Yesterday, I posted an excerpt of Albert Bryski’s autobiography and his memories of a Canadian prairie Christmas in the mid-20th century. Here is his reminiscence of how his family contrived a Christmas “tree” out of a single spruce branch.
We were poor and couldn’t afford a tree from a commercial lot so, my dad would look at me one day in the last week before Christmas and announce that it was time for us to go and cut our tree from our usual source.
We would take a cross-cut saw, hitch our Allis Chalmers tractor to a two-wheeled trailer, and head for the abandoned home-site that was located on one of the quarters of land my father owned. On this site grew four of the largest spruce trees for miles around. Each stood about fifteen metres tall, and each had a girth of about two metres. My dad would carefully walk around each one beforemaking his selection. I would climb up into the tree with the saw until I reached the branch he had so diligently selected. I would cautiously saw through the branch close to the trunk, then hand the branch down into the hands of my dad. He would lay it gently onto the trailer. This branch was now destined to become our two-dimensional Christmas tree.
At home, my dad would mount the tree in a five-gallon pail of sand soaked with water. The firm sand kept the tree erect, and the moisture in the sand helped keep the tree from drying out too quickly. Our tree had to last until at least January 20th, which was the Feast of the Epiphany on the Julian calendar. Because our family celebrated Christmas on December 25th, as it fell in the Gregorian calendar, our tree had to serve its purpose two weeks longer, because all our Ukrainian neighbours celebrated Christmas on January 7th, the day Christmas occurred in the Julian calendar.
The tree would be placed in the corner of the living room.
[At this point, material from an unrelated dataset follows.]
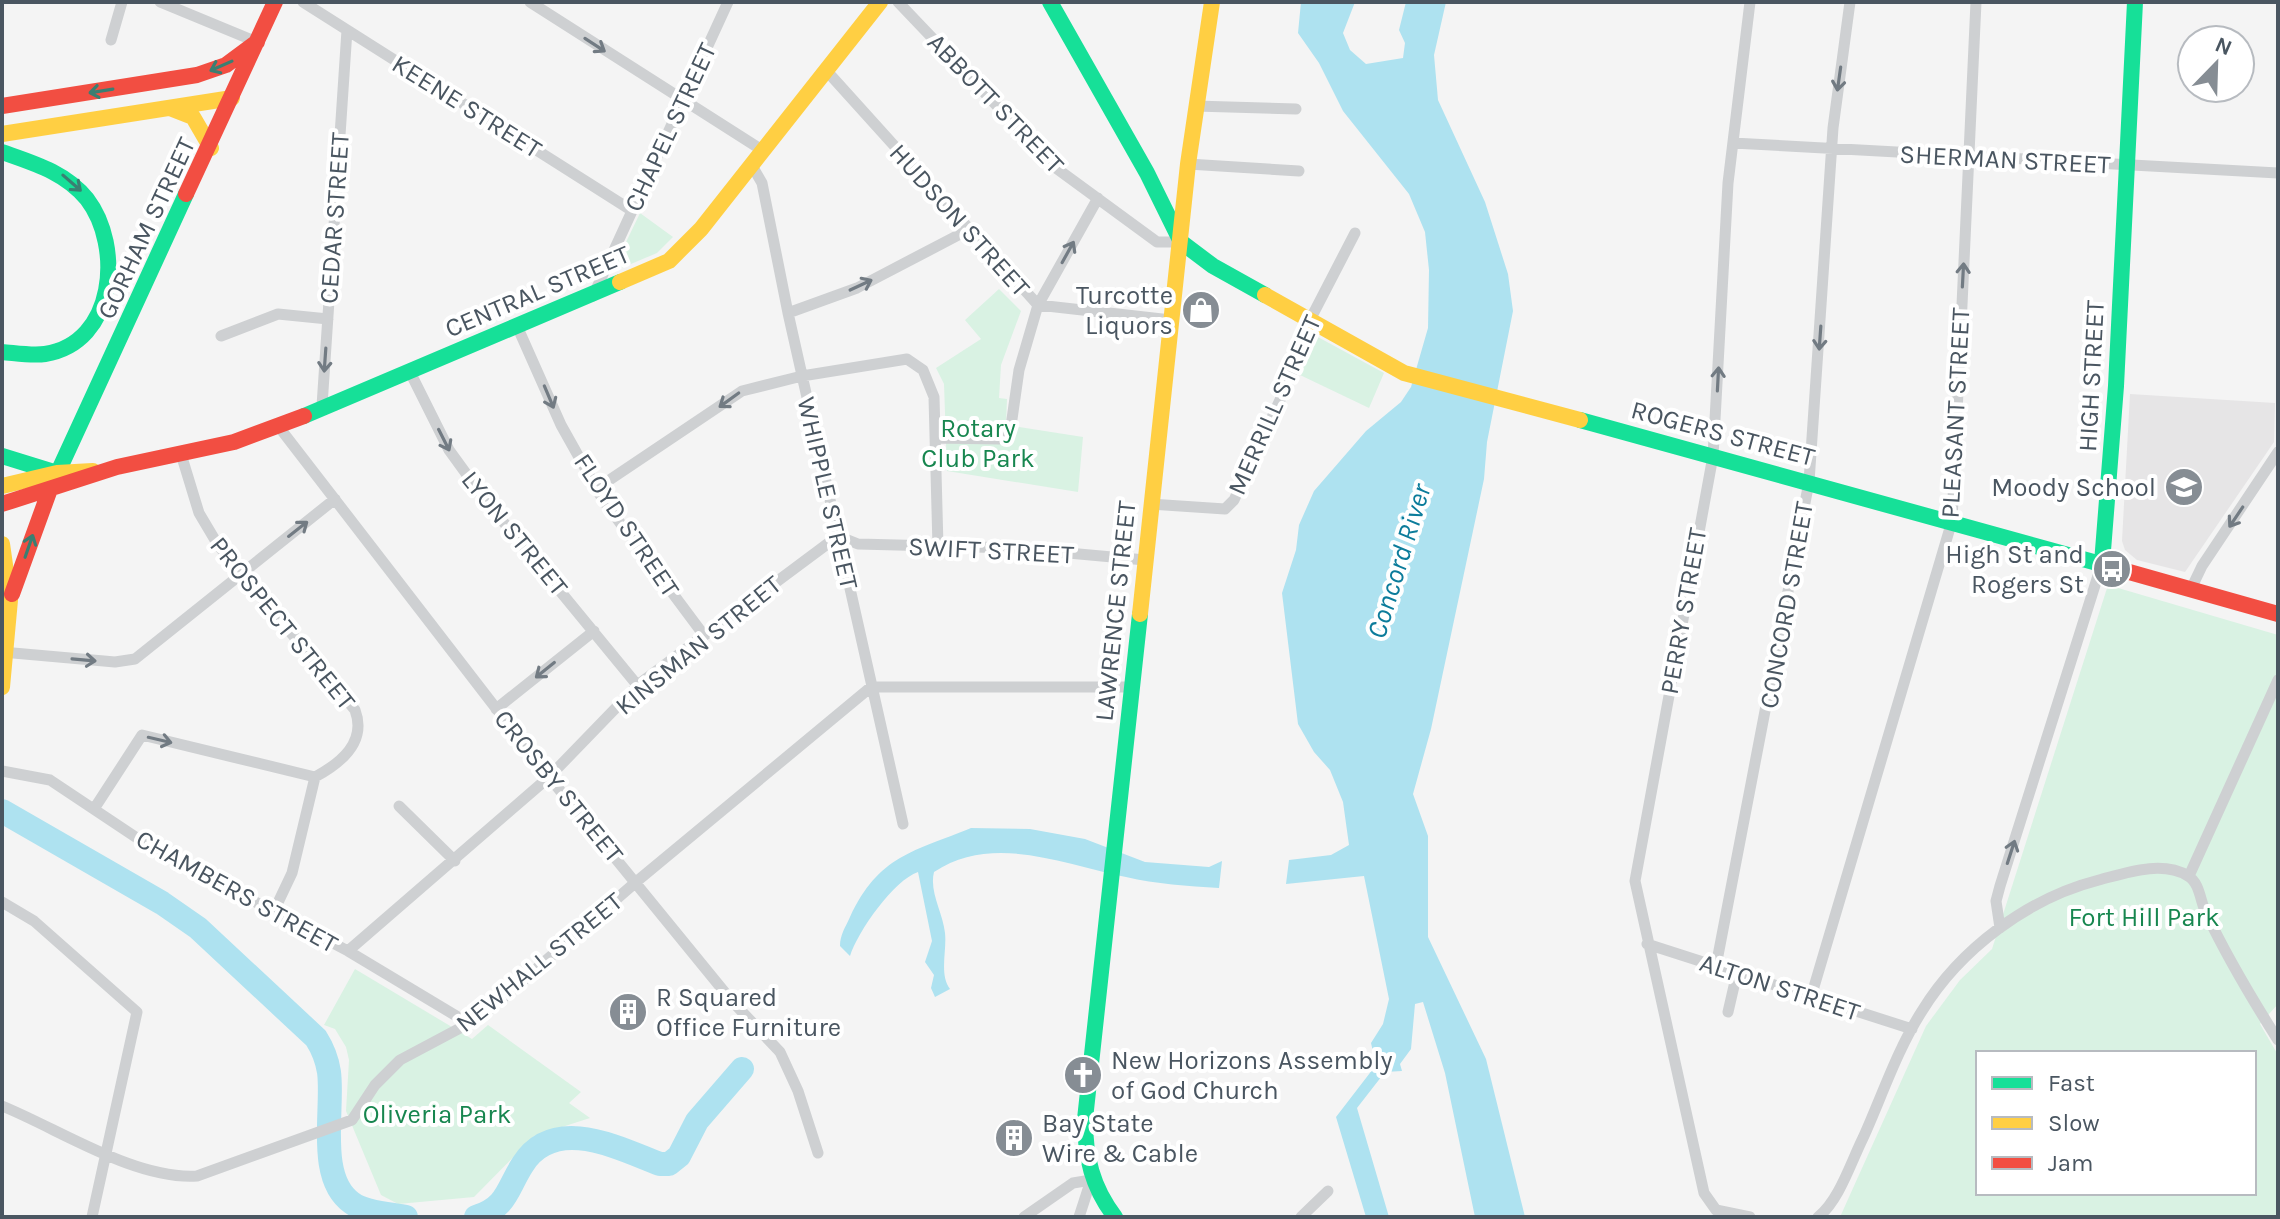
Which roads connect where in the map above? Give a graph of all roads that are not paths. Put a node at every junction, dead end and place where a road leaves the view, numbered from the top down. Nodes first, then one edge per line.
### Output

My mom would carefully turn it so it lost its two-dimensional look and resembled a real tree from the front. Because of its location in the corner, you couldn’t see the flatness of the tree from the sides.
In earlier years my brothers and sister would decorate the tree, When they all went to boarding schools for their high school education, my mom and I were left with the task of “putting up” the Christmas tree. Mom and I would decorate the tree with the few cherished ornaments we had. We would hang tinsel and icicles on it, and we would encircle its branches with a golden garland made of twined tinsel. On the top – or at the end of the branch as it really was – we would place an ornament that somewhat resembled a star. The pail at the bottom would have green or red tissue paper covering it. The top of the pail had to be left uncovered so we could water our “tree” daily.
It didn’t even come close to comparing to the magnificence of our present day Christmas trees, but to me in that distant time and distant place, it was a thing of great beauty, and it made our home a warm and happy place during our Christmas celebrations with family and friends.